While the era of app-based ridehailing services, such as Uber and Lyft, has been credited with keeping more impaired drivers off the road, increasing job opportunities and offering new levels of convenience, it is also linked with more congestion and traffic deaths.
The arrival of ridehailing is associated with an increase of approximately 3 percent in the number of motor vehicle fatalities and fatal accidents, according to research from the University of Chicago Booth School of Business.
The researchers used the staggered roll-out dates from Uber and Lyft to review the eight quarters before and after ridehailing adoption in large U.S. cities from 2001 to 2016–analyzing traffic volume, transportation choices and accidents to arrive at their conclusion.

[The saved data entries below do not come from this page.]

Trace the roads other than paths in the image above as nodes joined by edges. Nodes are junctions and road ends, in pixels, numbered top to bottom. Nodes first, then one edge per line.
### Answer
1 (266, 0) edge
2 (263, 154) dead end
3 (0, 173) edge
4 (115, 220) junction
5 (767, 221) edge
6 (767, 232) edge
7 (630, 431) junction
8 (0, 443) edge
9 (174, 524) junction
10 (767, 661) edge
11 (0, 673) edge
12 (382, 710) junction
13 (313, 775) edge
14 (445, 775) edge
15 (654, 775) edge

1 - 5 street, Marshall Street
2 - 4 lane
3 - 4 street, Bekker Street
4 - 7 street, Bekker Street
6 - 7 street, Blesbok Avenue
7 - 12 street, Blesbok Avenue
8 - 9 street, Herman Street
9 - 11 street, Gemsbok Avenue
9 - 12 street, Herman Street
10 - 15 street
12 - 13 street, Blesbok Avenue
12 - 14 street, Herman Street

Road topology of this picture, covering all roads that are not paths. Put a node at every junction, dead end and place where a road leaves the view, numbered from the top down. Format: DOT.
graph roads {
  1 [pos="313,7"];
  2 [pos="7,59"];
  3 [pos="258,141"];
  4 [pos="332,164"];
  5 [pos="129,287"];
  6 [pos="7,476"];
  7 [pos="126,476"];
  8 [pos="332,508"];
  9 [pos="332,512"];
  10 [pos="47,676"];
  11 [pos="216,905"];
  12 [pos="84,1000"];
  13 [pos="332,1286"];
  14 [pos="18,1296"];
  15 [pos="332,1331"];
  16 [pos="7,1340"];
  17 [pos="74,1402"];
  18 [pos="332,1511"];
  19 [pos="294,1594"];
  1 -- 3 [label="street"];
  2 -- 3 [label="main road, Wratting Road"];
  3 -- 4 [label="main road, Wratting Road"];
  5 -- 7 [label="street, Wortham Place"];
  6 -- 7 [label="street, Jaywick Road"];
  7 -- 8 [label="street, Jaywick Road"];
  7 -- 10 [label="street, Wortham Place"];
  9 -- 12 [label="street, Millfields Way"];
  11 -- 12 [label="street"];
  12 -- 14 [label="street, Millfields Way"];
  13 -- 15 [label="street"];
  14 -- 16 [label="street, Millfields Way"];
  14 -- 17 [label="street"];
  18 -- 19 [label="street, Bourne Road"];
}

The documented increase in accidents appears to persist and even increase over time, and that rate has stayed steady through weekdays, weeknights, weekend days and weekend nights, according to John Barrios, assistant professor at Chicago Booth, and Yale V. Hochberg and Hanyi Yi, both of Rice University, in the working paper, The Cost of Convenience: Ridehailing and Traffic Fatalities.

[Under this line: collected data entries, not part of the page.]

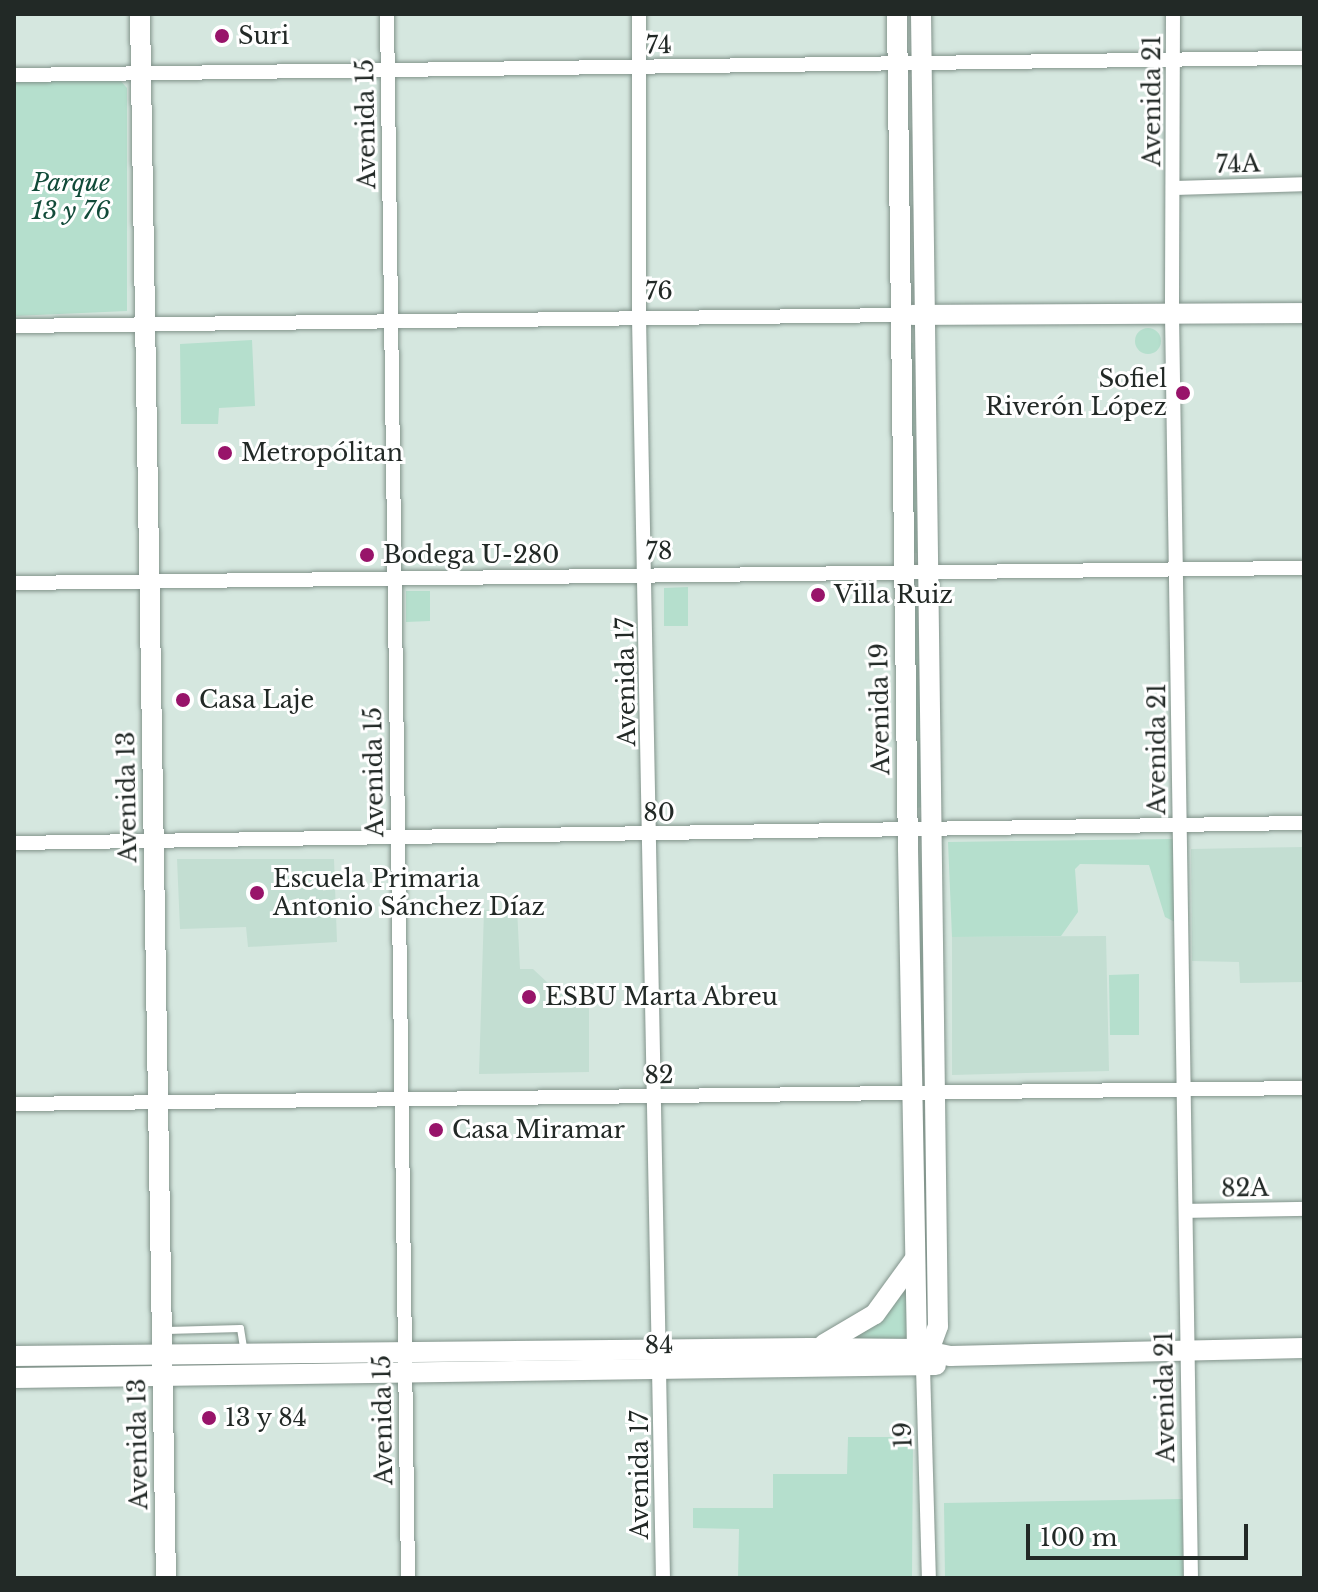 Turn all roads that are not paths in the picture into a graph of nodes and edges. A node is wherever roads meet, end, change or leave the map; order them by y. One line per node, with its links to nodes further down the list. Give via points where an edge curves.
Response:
1 (140, 14): 13 (main road, Avenida 13)
2 (387, 14): 12 (street, Avenida 15)
3 (639, 14): 11 (street, Avenida 17)
4 (897, 14): 9 (main road, Avenida 19)
5 (921, 14): 10 (main road, Avenida 19)
6 (1173, 14): 7 (street, Avenida 21)
7 (1174, 58): 8 (street, 74); 10 (street, 74); 16 (street, Avenida 21)
8 (1304, 58)
9 (897, 61): 10 (street, 74); 11 (street, 74); 19 (main road, Avenida 19)
10 (921, 62): 20 (main road, Avenida 19)
11 (640, 67): 12 (street, 74); 21 (street, Avenida 17)
12 (388, 71): 13 (street, 74); 22 (street, Avenida 15)
13 (141, 72): 14 (street, 74); 23 (main road, Avenida 13)
14 (14, 75)
15 (1304, 184): 16 (street, 74A)
16 (1173, 188): 18 (street, Avenida 21)
17 (1304, 313): 18 (main road, 76)
18 (1172, 314): 20 (main road, 76); 27 (street, Avenida 21)
19 (900, 315): 20 (main road, 76); 21 (street, 76); 28 (main road, Avenida 19)
20 (925, 316): 26 (main road, Avenida 19)
21 (639, 318): 22 (street, 76); 29 (street, Avenida 17)
22 (390, 324): 23 (street, 76); 30 (street, Avenida 15)
23 (148, 325): 24 (street, 76); 31 (main road, Avenida 13)
24 (14, 326)
25 (1304, 568): 27 (street, 78)
26 (926, 570): 27 (street, 78); 28 (street, 78); 36 (main road, Avenida 19)
27 (1179, 570): 33 (street, Avenida 21)
28 (904, 571): 29 (street, 78); 35 (main road, Avenida 19)
29 (646, 573): 30 (street, 78); 37 (street, Avenida 17)
30 (394, 577): 31 (street, 78); 38 (street, Avenida 15)
31 (148, 580): 32 (street, 78); 39 (main road, Avenida 13)
32 (14, 583)
33 (1180, 823): 34 (street, 80); 36 (street, 80); 44 (street, Avenida 21)
34 (1304, 823)
35 (908, 831): 36 (street, 80); 37 (street, 80); 42 (main road, Avenida 19)
36 (931, 831): 43 (main road, Avenida 19)
37 (650, 835): 38 (street, 80); 46 (street, Avenida 17)
38 (397, 839): 39 (street, 80); 45 (street, Avenida 15)
39 (155, 840): 40 (street, 80); 47 (main road, Avenida 13)
40 (14, 843)
41 (1304, 1088): 44 (street, 82)
42 (912, 1090): 43 (street, 82); 46 (street, 82); 51 (main road, Avenida 19)
43 (934, 1091): 44 (street, 82); 61 (main road, Avenida 19, via 938,1326)
44 (1185, 1092): 50 (street, Avenida 21)
45 (401, 1096): 46 (street, 82); 47 (street, 82); 64 (street, Avenida 15)
46 (655, 1097): 56 (street, Avenida 17)
47 (157, 1102): 48 (street, 82); 53 (main road, Avenida 13)
48 (14, 1104)
49 (1304, 1209): 50 (street, 82A)
50 (1187, 1211): 62 (street, Avenida 21)
51 (916, 1257): 54 (main road, via 875,1314 833,1342); 61 (main road, Avenida 19)
52 (199, 1329): 53 (lane); 58 (lane); 59 (lane, via 243,1330)
53 (161, 1330): 57 (main road, Avenida 13)
54 (809, 1348): 56 (main road, 84); 61 (main road, 84)
55 (1304, 1348): 62 (main road, 84)
56 (660, 1350): 64 (main road, 84); 65 (street, Avenida 17)
57 (162, 1354): 58 (main road, 84); 60 (main road, 84); 66 (main road, Avenida 13)
58 (200, 1354): 59 (main road, 84)
59 (244, 1354): 64 (main road, 84)
60 (14, 1356)
61 (924, 1356): 62 (main road, 84); 65 (main road, 84); 71 (street, 19)
62 (1186, 1356): 63 (main road, 84); 72 (street, Avenida 21)
63 (1304, 1359)
64 (403, 1364): 65 (main road, 84); 66 (main road, 84); 69 (street, Avenida 15)
65 (660, 1371): 70 (street, Avenida 17)
66 (163, 1377): 67 (main road, 84); 68 (main road, Avenida 13)
67 (14, 1378)
68 (166, 1578)
69 (408, 1578)
70 (663, 1578)
71 (929, 1578)
72 (1191, 1578)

For perspective, while in 2010 the number of roadway deaths in the U.S. stood at 32,885 (the lowest level since 1949), that number increased to more than 37,400 in 2016. The authors find that the introduction of ridehailing services in 2011 accounts for roughly 3 percent annual increase in auto deaths nationwide, or 987 people each year.

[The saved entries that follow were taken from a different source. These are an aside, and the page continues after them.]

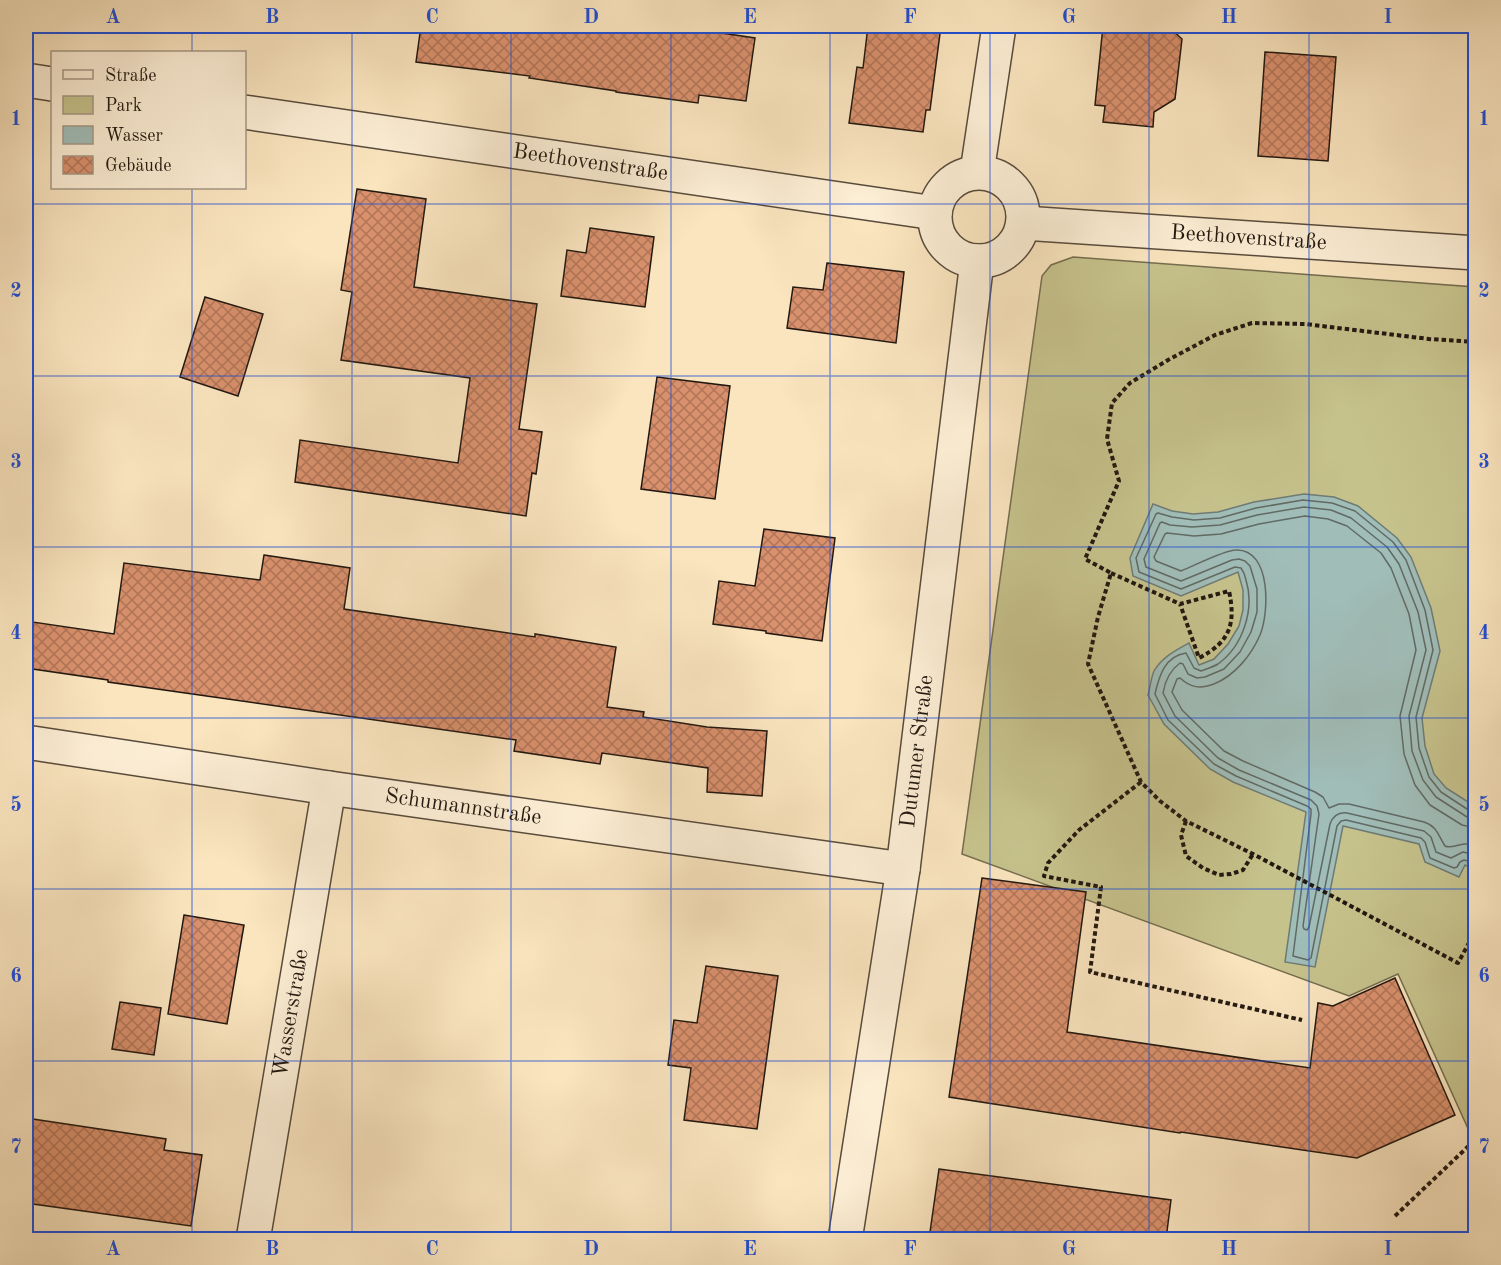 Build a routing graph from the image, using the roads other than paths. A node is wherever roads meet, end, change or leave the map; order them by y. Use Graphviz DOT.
graph roads {
  1 [pos="999,26"];
  2 [pos="26,80"];
  3 [pos="51,84"];
  4 [pos="246,112"];
  5 [pos="977,172"];
  6 [pos="935,213"];
  7 [pos="1023,223"];
  8 [pos="1476,252"];
  9 [pos="977,261"];
  10 [pos="26,742"];
  11 [pos="329,788"];
  12 [pos="903,869"];
  13 [pos="253,1239"];
  14 [pos="845,1239"];
  1 -- 5 [label="street"];
  2 -- 3 [label="street"];
  4 -- 6 [label="street, Beethovenstraße"];
  5 -- 6 [label="street"];
  5 -- 7 [label="street"];
  6 -- 9 [label="street"];
  7 -- 8 [label="street, Beethovenstraße"];
  7 -- 9 [label="street"];
  9 -- 12 [label="street, Dutumer Straße"];
  10 -- 11 [label="street, Schumannstraße"];
  11 -- 12 [label="street, Schumannstraße"];
  11 -- 13 [label="street, Wasserstraße"];
  12 -- 14 [label="street, Dutumer Straße"];
}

Economic theory and the data point to many reasons for ridehailing’s contribution to the growth in traffic fatalities. Ridehailing has put more cars on the road, and that has meant more accidents, injuries, and deaths involving drivers, passengers, bikers, and pedestrians, the study says.
The most significant increase in accidents occurred in larger cities, which saw a rise in new-car registrations when ridehailing was available, despite having public-transportation systems. Meanwhile, in cities that have introduced ridehailing, bike and pedestrian fatalities from accidents involving cars have increased at a similar rate to all driving fatalities.
“Surveys report that fewer than half of [ridehailing] rides in nine major metro areas actually substitute for a trip that someone would have made in a car,” the study says.
Also, Uber and Lyft need to keep large numbers of cars on the roads so they can get to riders quickly. Thus, the companies subsidize drivers to stay on the road between fares. As a result, ridehailing drivers are often driving alone as they search for riders, resulting in more cars on the road than usual at any given time.
Finally, the researchers quantify the financial costs of the additional fatalities. Based on U.S. Department of Transportation estimates for the value of a statistical life, they found fatalities due to ridehailing amount to about $10 billion. That figure does not include costs from non-fatal accidents.
While the authors note that ridehailing benefits are undeniable, such as providing safe and affordable transportation options, more carpooling for riders, and job opportunities for drivers, they emphasize that, “still, the annual cost in human lives is nontrivial.” Instead, they view the essential contribution of their study as “pointing to the need for further research and debate about the overall cost-benefit tradeoff of ridehailing.”